### What you are asked to do
Repeat every entry word for word; omit all pictures.
═══ Material provided
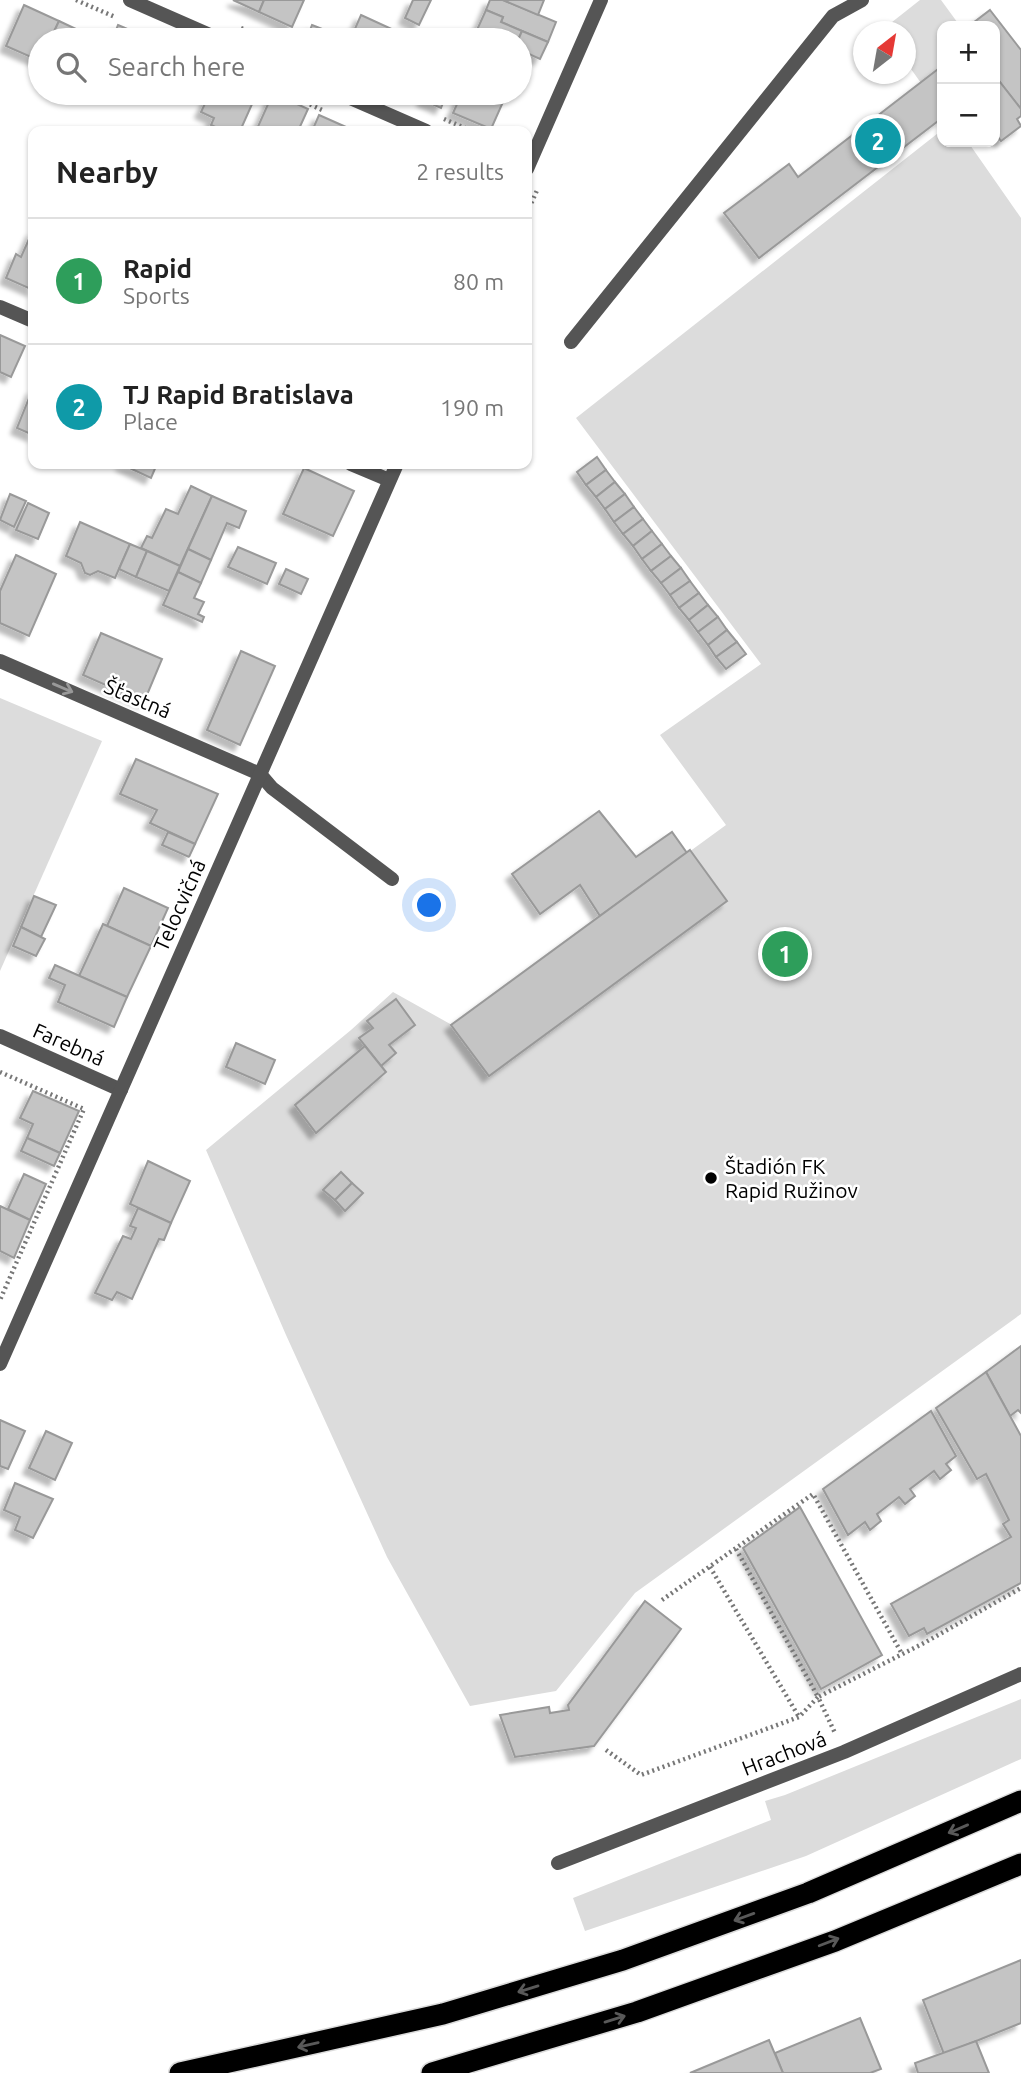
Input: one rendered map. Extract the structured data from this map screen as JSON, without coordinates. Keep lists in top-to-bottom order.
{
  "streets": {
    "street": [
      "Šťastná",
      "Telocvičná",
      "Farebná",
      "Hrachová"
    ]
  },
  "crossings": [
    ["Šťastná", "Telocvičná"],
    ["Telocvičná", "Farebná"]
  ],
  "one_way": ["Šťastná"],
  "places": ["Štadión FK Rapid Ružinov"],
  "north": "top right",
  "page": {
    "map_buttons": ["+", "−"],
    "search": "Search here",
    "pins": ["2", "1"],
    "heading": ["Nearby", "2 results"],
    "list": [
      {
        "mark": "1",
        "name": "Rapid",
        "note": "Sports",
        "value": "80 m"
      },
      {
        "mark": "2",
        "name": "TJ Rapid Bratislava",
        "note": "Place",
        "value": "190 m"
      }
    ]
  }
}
══════
### Response area
Input: one rendered map. Extract the structured data from this map screen as JSON, without coordinates. Keep lists in top-to-bottom order.
{
  "streets": {
    "street": [
      "Šťastná",
      "Telocvičná",
      "Farebná",
      "Hrachová"
    ]
  },
  "crossings": [
    ["Šťastná", "Telocvičná"],
    ["Telocvičná", "Farebná"]
  ],
  "one_way": ["Šťastná"],
  "places": ["Štadión FK Rapid Ružinov"],
  "north": "top right",
  "page": {
    "map_buttons": ["+", "−"],
    "search": "Search here",
    "pins": ["2", "1"],
    "heading": ["Nearby", "2 results"],
    "list": [
      {
        "mark": "1",
        "name": "Rapid",
        "note": "Sports",
        "value": "80 m"
      },
      {
        "mark": "2",
        "name": "TJ Rapid Bratislava",
        "note": "Place",
        "value": "190 m"
      }
    ]
  }
}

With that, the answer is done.